Start of Block

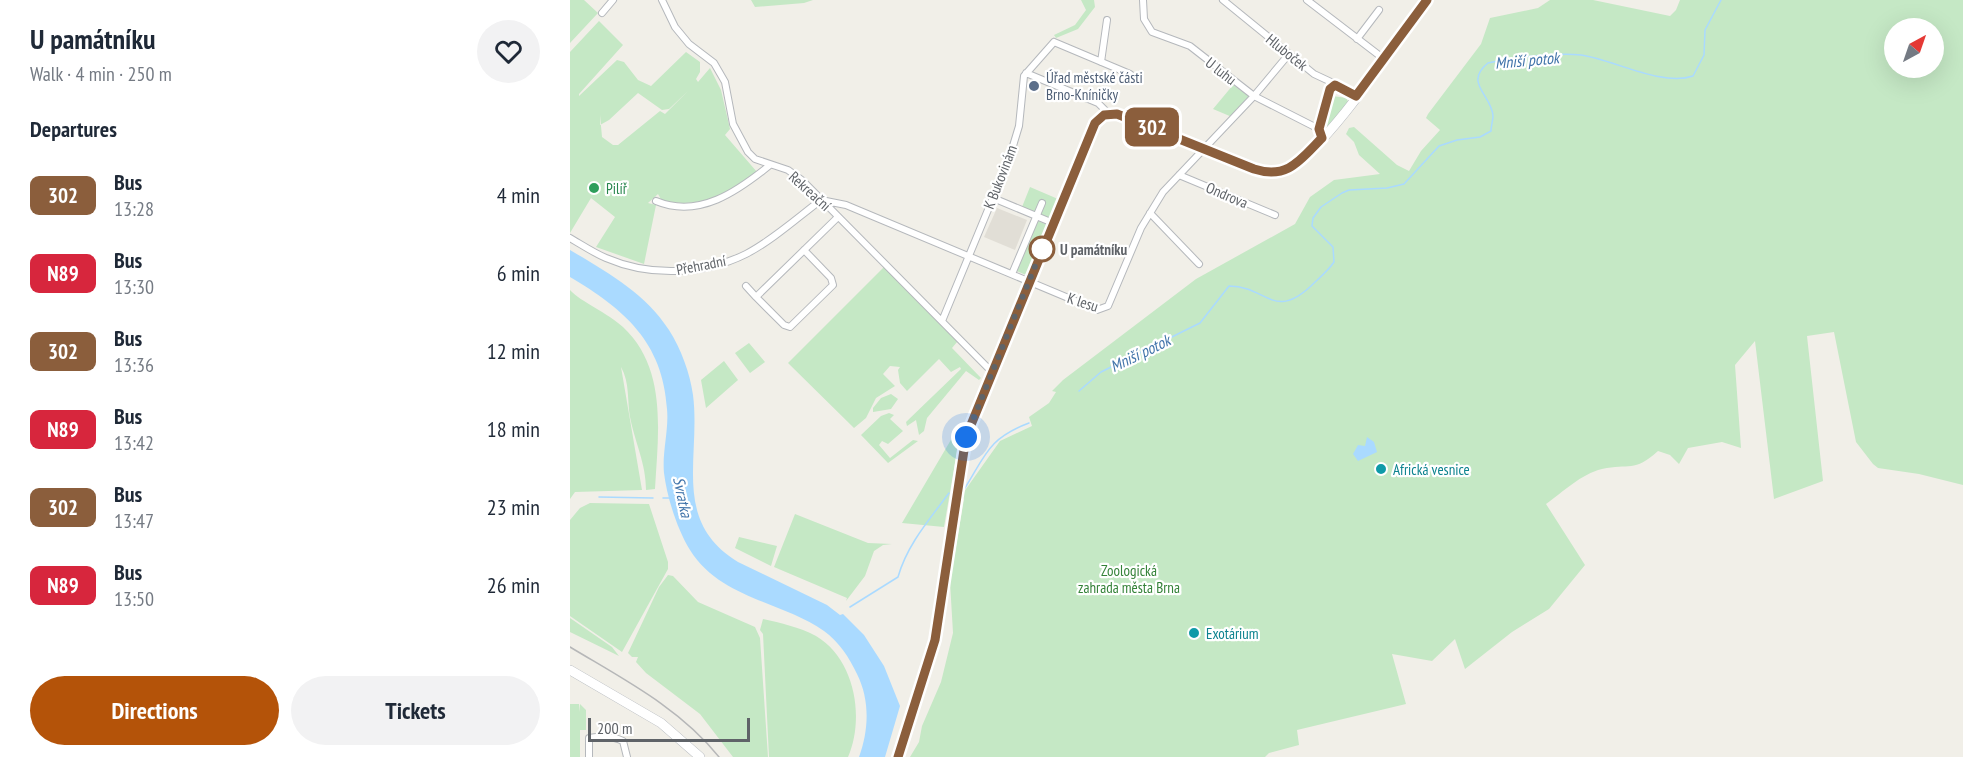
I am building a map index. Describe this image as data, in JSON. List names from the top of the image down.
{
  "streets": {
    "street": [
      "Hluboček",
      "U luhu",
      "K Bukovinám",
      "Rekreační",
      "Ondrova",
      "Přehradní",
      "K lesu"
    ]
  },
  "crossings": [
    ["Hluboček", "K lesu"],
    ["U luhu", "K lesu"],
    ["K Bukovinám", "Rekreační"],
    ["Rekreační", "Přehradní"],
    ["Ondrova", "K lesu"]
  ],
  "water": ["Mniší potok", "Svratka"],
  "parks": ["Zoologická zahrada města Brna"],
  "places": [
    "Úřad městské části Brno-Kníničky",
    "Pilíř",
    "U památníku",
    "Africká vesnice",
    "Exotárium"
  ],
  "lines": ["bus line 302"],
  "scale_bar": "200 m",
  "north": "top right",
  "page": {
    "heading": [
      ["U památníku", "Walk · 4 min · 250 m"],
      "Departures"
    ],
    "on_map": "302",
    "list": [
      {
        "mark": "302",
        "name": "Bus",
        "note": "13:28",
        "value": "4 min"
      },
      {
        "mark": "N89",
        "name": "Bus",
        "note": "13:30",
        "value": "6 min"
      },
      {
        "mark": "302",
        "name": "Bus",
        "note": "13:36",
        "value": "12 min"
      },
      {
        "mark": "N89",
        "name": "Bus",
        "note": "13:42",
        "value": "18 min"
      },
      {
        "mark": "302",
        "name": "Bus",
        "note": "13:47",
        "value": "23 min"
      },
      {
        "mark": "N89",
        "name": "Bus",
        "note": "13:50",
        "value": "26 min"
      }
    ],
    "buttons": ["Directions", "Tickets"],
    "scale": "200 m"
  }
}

End of Block

Task statement
The answer should be one number, namely how many lines of the entries above include the string "lesu".

Written answer
4